In her delirium she saw all that she had been and what she would become. She saw seals and snow. She saw her own mother balancing on bird feet and broken wings. She saw Rory’s lips singing and Dagmar’s lips latching on to her swollen nipple. She saw Moll’s bones.
Moll looked dispassionate at the colour of her skin and her swollen tongue and her lifeless closed eyelids. Moll listened to her moaning and mumbling, My belly, my back. She listened and then she went to her hole lined with blackberry earth up on the gaze for the night.
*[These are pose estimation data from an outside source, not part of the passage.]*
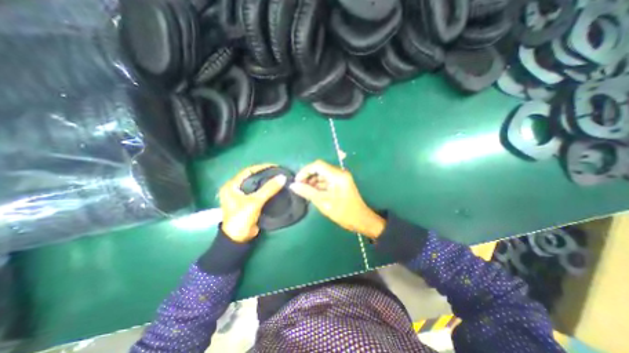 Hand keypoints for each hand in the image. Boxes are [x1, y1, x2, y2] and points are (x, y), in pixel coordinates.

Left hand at [217, 165, 284, 242]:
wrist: (239, 238)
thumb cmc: (241, 218)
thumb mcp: (255, 202)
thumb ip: (268, 189)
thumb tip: (283, 177)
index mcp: (232, 186)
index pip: (248, 171)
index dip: (261, 167)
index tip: (275, 166)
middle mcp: (236, 189)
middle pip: (252, 177)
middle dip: (265, 174)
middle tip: (278, 172)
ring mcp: (242, 196)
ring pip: (256, 185)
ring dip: (266, 182)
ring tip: (279, 178)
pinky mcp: (248, 203)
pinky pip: (259, 192)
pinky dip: (266, 189)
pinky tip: (275, 188)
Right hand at [289, 161, 382, 237]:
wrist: (361, 220)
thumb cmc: (344, 213)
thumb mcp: (324, 203)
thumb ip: (308, 192)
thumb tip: (293, 185)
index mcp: (337, 176)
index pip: (318, 165)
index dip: (305, 171)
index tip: (297, 181)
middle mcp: (340, 173)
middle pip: (320, 169)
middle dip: (308, 176)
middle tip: (299, 187)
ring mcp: (341, 177)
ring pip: (323, 174)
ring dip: (313, 181)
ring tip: (305, 191)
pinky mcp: (341, 182)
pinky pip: (327, 180)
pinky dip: (319, 185)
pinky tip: (313, 193) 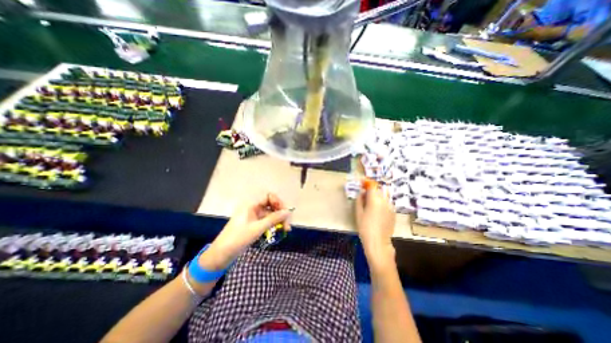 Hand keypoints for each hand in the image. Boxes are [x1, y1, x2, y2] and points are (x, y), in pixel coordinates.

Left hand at [197, 194, 289, 271]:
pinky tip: (279, 231)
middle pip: (271, 204)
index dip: (278, 202)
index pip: (269, 196)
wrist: (221, 255)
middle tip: (287, 224)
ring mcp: (254, 216)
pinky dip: (274, 224)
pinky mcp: (254, 223)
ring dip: (279, 220)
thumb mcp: (257, 228)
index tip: (284, 212)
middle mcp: (253, 207)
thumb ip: (273, 219)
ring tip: (285, 230)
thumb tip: (288, 212)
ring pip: (270, 213)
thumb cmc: (238, 239)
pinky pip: (267, 220)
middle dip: (280, 212)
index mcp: (251, 204)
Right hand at [353, 186, 396, 260]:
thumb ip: (360, 200)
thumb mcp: (358, 213)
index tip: (362, 183)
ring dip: (377, 196)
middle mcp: (385, 201)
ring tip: (370, 204)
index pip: (372, 185)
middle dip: (372, 190)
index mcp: (375, 200)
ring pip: (384, 196)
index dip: (367, 183)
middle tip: (364, 195)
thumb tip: (362, 192)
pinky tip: (377, 211)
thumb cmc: (365, 227)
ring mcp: (391, 207)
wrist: (378, 242)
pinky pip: (387, 203)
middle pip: (379, 190)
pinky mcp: (393, 213)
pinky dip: (382, 202) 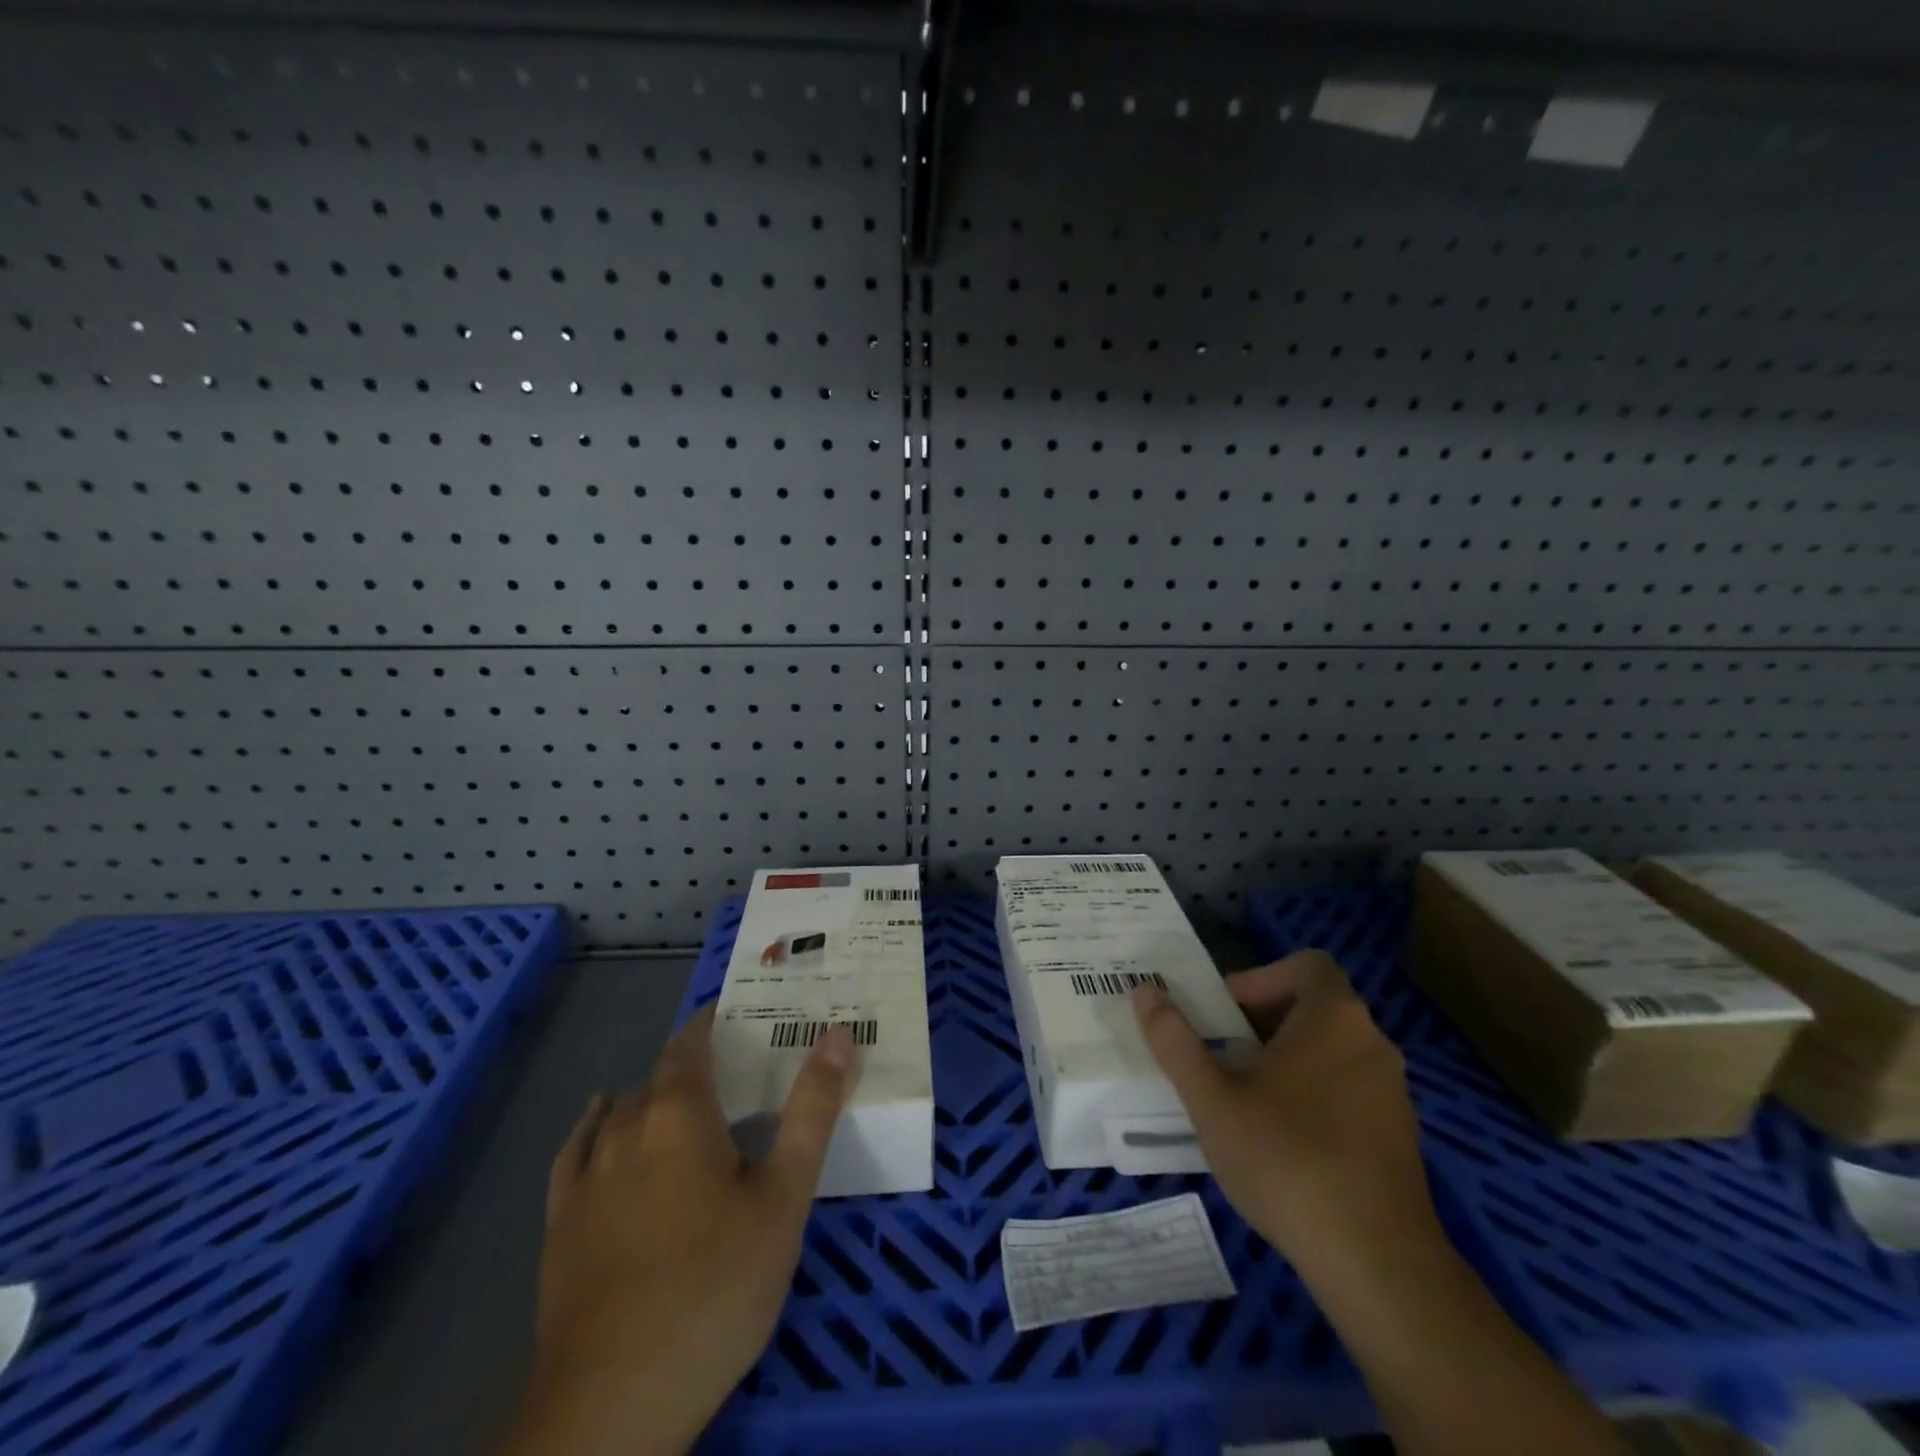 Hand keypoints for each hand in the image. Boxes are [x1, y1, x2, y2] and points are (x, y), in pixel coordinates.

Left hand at [499, 1008, 856, 1455]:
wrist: (613, 1404)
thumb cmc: (715, 1286)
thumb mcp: (784, 1196)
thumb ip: (811, 1110)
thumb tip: (837, 1034)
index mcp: (677, 1113)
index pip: (691, 1042)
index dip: (713, 1022)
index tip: (742, 1015)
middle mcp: (624, 1128)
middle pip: (660, 1077)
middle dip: (696, 1065)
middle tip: (737, 1073)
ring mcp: (586, 1178)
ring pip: (622, 1113)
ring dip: (654, 1098)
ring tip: (687, 1104)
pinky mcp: (561, 1225)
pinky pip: (577, 1152)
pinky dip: (594, 1127)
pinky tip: (600, 1121)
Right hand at [1130, 951, 1438, 1279]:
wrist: (1377, 1264)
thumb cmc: (1286, 1160)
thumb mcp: (1212, 1098)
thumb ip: (1174, 1039)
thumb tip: (1144, 989)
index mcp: (1333, 1018)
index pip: (1305, 965)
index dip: (1260, 978)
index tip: (1224, 1015)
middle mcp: (1372, 1042)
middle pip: (1313, 1006)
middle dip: (1262, 1021)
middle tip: (1222, 1056)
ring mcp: (1393, 1092)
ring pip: (1330, 1051)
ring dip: (1286, 1059)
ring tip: (1245, 1099)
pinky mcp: (1400, 1136)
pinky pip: (1349, 1090)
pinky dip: (1313, 1094)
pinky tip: (1284, 1142) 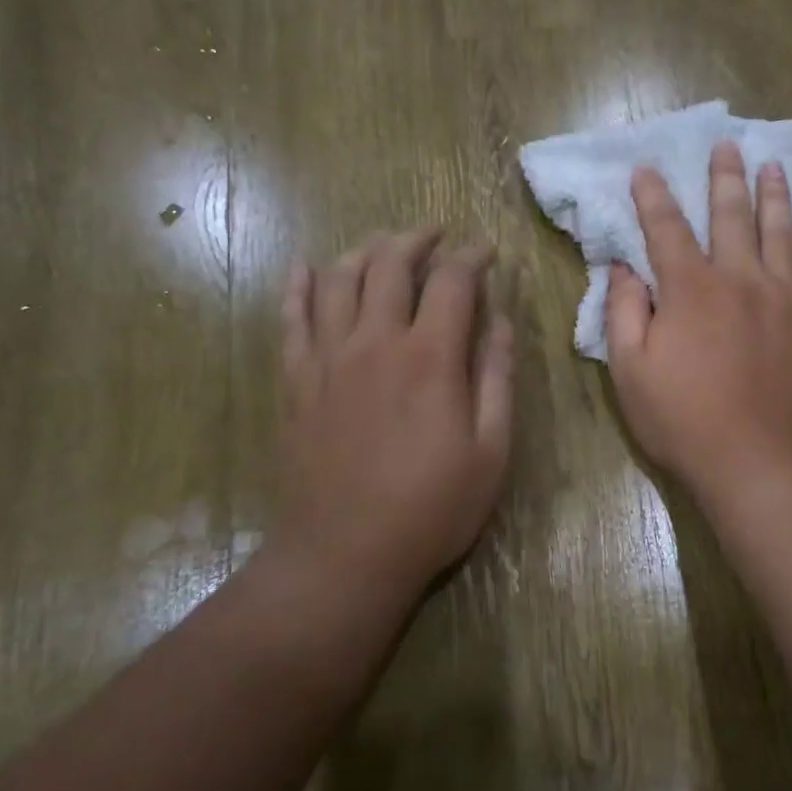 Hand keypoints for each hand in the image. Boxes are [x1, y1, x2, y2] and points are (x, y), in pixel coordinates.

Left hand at [276, 231, 513, 598]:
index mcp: (430, 357)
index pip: (453, 281)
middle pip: (391, 264)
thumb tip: (500, 322)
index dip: (473, 257)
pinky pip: (291, 318)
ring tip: (385, 246)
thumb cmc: (431, 509)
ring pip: (339, 279)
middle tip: (436, 235)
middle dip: (418, 240)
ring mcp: (327, 359)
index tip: (486, 252)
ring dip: (365, 252)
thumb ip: (497, 379)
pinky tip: (304, 268)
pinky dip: (298, 286)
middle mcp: (375, 342)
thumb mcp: (491, 451)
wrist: (344, 555)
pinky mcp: (296, 381)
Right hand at [606, 140, 791, 497]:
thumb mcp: (630, 372)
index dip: (653, 196)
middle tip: (725, 144)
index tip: (646, 169)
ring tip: (771, 164)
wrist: (761, 463)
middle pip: (730, 215)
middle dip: (723, 177)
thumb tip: (623, 268)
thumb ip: (623, 313)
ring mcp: (785, 296)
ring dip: (773, 194)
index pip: (666, 229)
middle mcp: (740, 279)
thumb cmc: (685, 421)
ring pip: (779, 231)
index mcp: (690, 290)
On the second afternoon Meggie Dob came by looking for Norea and Moll threw rocks at her to keep her away. Meggie pushed in and saw Norea lying in a filthy bloody heap on the rags.
What have you done to her? she demanded of Moll.
What have flowers done? What has dory’s darkness done? Do not ask why! hurled back the bony woman squatting in the shadows between Norea and the door. Throw her in the sea. She’s not needed here.